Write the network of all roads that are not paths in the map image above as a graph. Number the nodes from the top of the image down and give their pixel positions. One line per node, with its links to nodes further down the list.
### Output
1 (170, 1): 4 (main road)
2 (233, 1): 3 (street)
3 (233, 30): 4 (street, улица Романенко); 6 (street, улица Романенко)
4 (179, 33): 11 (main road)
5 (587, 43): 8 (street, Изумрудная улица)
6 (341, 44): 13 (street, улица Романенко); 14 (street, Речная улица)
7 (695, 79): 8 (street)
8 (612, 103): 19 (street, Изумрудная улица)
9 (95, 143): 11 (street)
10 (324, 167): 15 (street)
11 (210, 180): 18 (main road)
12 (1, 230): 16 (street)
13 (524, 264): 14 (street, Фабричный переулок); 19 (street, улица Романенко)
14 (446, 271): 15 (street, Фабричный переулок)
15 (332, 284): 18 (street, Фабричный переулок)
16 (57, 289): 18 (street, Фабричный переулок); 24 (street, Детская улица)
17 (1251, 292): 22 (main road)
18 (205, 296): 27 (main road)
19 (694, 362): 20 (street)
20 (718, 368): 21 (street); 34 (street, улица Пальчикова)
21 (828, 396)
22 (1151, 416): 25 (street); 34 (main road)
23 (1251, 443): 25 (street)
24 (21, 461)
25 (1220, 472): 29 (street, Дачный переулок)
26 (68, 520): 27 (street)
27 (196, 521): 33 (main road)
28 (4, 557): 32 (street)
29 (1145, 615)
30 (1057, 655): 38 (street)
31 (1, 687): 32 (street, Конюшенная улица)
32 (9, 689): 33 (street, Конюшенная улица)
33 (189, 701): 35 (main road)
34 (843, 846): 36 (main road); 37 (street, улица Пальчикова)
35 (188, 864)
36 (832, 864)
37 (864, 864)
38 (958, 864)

• _Your task_
Count, in the listing above, every line that includes "Пальчикова". The number is the whole answer.

• _Answer section_
2